Instructions for the task
Report each line of the entries that includes "bends" by copying it.

The records
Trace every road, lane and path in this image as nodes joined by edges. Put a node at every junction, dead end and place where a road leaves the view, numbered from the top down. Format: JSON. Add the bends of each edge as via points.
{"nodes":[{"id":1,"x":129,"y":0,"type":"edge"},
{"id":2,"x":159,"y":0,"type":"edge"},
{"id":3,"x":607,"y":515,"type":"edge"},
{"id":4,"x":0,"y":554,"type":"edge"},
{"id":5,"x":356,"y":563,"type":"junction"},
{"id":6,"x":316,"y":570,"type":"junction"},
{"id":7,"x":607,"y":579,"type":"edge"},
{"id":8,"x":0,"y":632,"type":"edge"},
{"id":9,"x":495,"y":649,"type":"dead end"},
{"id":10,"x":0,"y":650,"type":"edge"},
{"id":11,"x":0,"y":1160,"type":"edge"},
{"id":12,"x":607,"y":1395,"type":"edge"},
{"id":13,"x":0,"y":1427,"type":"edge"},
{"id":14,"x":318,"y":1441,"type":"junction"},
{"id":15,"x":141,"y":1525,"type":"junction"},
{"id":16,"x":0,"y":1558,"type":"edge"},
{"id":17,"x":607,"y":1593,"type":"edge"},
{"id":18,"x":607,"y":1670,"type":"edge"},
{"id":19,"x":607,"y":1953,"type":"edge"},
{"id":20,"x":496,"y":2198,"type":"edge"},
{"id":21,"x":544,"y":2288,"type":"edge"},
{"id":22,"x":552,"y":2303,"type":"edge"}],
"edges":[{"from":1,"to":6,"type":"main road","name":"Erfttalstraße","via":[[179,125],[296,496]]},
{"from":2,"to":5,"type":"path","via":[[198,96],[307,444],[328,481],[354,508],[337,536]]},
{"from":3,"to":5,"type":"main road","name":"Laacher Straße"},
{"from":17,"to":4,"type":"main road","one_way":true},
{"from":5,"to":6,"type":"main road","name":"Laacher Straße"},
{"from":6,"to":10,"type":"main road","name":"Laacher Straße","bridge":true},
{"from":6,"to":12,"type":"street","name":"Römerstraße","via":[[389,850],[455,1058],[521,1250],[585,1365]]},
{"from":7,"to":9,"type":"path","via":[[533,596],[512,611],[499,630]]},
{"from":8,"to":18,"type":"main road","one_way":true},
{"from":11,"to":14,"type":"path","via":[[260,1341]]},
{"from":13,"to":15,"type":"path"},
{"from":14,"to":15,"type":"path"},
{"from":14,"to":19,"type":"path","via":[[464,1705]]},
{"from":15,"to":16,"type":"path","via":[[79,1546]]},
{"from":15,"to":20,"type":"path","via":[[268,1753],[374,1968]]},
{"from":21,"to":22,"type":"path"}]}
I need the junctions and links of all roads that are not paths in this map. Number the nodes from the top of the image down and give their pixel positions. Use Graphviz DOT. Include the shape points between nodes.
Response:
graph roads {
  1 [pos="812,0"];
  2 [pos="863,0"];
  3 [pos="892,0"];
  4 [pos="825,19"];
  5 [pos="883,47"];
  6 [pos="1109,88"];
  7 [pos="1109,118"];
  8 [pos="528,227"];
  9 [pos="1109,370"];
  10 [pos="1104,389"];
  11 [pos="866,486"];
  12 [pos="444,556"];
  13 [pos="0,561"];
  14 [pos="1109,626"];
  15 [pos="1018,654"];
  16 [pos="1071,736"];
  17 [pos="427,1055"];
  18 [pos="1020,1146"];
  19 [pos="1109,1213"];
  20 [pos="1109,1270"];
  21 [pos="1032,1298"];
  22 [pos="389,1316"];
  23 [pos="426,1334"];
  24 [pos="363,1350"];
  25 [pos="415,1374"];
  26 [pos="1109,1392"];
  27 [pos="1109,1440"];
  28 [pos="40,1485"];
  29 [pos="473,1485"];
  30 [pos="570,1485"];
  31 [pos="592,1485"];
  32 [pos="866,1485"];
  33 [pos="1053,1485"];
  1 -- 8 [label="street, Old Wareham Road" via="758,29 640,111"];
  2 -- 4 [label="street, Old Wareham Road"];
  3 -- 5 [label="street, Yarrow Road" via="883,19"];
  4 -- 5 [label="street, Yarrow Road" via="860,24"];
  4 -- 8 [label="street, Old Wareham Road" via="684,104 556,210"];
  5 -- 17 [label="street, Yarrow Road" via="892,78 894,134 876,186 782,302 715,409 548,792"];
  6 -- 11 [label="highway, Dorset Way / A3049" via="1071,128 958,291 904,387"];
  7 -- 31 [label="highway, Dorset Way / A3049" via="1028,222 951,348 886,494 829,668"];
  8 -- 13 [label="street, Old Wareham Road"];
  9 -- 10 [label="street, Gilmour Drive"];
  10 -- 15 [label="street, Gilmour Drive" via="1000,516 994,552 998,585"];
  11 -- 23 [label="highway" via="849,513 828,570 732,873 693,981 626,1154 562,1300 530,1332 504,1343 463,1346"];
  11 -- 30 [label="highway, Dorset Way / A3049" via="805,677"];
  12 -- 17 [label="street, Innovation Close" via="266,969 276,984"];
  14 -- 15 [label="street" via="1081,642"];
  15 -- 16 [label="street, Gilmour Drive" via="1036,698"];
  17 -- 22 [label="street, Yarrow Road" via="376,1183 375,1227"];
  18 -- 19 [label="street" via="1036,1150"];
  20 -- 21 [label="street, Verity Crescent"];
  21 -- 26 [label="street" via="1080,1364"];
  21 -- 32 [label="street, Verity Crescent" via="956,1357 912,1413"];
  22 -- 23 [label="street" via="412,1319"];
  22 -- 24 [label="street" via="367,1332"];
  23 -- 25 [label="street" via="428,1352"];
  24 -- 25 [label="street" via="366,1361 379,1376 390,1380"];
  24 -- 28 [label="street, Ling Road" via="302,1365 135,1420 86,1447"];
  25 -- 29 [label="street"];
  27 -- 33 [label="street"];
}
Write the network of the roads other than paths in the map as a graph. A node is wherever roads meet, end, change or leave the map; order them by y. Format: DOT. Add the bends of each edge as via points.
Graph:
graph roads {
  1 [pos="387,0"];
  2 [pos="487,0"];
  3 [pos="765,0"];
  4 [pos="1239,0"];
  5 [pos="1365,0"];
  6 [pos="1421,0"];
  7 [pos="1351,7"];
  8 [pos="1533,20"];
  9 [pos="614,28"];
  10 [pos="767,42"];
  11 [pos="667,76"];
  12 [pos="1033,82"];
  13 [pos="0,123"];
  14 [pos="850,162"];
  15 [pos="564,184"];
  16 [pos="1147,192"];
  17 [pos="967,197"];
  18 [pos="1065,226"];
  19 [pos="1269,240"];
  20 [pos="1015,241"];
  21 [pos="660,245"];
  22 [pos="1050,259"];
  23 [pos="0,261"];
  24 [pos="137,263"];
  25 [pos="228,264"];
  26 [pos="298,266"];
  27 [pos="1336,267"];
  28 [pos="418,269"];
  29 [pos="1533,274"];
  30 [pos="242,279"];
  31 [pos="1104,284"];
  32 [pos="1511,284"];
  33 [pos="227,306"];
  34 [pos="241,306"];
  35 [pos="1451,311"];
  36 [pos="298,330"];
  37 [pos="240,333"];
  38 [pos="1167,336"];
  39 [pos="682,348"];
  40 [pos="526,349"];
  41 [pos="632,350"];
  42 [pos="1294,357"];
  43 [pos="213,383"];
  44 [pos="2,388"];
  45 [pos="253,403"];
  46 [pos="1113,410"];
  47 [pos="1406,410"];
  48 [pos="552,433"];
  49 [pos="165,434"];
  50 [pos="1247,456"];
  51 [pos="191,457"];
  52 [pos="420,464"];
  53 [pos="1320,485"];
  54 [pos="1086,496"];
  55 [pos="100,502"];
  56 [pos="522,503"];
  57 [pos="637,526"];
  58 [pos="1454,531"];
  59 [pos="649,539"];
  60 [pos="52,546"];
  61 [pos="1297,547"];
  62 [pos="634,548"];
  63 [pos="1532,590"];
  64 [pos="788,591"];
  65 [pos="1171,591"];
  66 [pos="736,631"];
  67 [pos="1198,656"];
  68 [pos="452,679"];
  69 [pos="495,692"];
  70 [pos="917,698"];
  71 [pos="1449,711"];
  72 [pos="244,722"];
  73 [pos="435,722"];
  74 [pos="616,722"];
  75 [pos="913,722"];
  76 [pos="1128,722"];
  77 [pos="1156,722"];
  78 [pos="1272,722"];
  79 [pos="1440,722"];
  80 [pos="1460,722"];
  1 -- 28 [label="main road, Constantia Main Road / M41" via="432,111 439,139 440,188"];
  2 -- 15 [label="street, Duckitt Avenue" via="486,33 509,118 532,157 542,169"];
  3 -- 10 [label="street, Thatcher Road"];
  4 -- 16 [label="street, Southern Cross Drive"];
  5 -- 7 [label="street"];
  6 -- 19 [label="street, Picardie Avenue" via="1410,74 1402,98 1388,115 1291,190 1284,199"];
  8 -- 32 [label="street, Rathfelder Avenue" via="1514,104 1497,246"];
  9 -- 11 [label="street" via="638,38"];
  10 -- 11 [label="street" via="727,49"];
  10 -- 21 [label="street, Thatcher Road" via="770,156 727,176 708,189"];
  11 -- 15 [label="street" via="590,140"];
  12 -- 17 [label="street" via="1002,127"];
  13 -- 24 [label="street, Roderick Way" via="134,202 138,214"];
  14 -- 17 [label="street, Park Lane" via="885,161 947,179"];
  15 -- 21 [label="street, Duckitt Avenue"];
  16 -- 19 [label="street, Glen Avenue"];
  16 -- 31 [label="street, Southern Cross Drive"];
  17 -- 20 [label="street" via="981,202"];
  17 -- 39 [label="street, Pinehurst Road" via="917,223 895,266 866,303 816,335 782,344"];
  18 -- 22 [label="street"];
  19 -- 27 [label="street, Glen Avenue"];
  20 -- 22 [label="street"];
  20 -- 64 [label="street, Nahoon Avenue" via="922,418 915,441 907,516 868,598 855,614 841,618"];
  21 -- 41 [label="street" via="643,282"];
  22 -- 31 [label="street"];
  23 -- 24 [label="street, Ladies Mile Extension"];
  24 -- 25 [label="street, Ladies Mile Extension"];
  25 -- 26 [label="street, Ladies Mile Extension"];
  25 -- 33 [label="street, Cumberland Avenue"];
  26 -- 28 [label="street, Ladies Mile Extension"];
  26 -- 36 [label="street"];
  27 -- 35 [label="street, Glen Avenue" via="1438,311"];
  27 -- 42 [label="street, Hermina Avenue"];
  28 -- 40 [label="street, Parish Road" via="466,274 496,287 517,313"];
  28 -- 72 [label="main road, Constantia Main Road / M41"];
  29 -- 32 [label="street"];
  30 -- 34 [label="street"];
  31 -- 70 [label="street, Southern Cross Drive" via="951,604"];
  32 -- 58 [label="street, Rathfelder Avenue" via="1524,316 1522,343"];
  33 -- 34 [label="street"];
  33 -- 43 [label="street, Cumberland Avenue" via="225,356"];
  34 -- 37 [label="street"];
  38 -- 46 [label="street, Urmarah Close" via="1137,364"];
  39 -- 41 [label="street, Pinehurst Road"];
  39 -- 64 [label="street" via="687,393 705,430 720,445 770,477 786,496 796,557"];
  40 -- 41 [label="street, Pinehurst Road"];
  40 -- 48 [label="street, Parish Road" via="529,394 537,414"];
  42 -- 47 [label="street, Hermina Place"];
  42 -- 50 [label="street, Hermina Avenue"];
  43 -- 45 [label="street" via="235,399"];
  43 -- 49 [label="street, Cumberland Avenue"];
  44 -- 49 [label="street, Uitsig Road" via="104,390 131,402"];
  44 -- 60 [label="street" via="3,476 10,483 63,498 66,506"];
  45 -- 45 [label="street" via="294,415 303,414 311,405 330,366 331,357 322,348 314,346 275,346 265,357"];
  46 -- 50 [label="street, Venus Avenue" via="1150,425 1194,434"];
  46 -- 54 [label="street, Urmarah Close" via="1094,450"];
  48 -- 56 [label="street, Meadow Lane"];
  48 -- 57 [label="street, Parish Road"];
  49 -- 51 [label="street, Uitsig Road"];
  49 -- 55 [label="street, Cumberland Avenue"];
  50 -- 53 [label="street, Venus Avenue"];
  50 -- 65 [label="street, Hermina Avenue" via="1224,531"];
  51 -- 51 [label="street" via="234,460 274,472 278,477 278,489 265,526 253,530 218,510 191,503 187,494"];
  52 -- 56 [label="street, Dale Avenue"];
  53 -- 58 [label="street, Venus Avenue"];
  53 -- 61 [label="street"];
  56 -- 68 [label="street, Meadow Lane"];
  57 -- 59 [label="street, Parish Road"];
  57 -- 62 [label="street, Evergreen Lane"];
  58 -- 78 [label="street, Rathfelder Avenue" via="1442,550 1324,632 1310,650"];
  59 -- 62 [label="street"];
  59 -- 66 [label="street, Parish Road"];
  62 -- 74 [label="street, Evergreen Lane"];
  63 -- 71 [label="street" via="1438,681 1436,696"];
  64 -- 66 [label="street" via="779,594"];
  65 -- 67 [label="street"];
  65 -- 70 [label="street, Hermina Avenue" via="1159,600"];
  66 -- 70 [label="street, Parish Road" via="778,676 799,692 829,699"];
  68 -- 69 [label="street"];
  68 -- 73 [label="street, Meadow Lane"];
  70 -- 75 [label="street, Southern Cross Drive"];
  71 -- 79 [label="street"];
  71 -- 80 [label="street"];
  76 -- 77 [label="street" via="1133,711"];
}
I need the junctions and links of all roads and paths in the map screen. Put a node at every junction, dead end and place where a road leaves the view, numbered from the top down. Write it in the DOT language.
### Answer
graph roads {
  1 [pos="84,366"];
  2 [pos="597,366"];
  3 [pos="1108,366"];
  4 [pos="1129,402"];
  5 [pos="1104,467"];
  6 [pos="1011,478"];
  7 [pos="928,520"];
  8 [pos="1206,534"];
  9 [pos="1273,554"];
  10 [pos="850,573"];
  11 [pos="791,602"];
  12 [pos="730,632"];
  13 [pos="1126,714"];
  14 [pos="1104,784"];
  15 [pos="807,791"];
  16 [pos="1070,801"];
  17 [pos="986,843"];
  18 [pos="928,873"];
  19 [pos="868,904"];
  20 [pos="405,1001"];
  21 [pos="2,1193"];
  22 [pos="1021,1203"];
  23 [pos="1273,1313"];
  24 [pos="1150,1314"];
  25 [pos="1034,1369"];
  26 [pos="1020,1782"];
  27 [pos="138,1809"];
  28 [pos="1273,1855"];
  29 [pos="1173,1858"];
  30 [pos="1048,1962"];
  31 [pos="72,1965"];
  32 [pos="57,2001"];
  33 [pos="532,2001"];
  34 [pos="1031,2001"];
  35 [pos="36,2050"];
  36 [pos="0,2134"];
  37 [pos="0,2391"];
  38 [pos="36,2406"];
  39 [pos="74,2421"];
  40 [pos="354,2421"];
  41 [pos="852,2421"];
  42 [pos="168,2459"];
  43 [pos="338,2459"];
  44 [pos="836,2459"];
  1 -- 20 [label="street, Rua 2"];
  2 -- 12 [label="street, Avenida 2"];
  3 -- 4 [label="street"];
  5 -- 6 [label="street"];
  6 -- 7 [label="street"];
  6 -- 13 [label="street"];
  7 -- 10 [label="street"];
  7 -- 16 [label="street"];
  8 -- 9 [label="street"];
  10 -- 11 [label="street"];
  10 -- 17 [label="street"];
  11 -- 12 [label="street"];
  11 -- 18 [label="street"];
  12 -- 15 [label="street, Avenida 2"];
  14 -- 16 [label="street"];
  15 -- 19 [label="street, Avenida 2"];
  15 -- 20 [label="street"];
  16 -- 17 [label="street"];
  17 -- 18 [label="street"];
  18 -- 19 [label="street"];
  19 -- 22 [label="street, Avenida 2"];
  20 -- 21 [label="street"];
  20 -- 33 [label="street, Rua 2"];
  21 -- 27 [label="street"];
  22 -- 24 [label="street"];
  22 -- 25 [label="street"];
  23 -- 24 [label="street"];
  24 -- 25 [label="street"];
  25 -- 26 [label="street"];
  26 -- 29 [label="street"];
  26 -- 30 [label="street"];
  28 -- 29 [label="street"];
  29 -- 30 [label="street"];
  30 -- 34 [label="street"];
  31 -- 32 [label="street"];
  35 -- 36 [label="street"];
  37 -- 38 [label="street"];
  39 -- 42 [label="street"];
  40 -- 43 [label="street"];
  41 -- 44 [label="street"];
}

Result of this exercise
Trace every road, lane and path in this image as nodes joined by edges. Put a node at every junction, dead end and place where a road leaves the view, numbered from the top down. Format: JSON. Add the bends of each edge as via points.
Write the network of the roads other than paths in the map as a graph. A node is wherever roads meet, end, change or leave the map; order them by y. Format: DOT. Add the bends of each edge as via points.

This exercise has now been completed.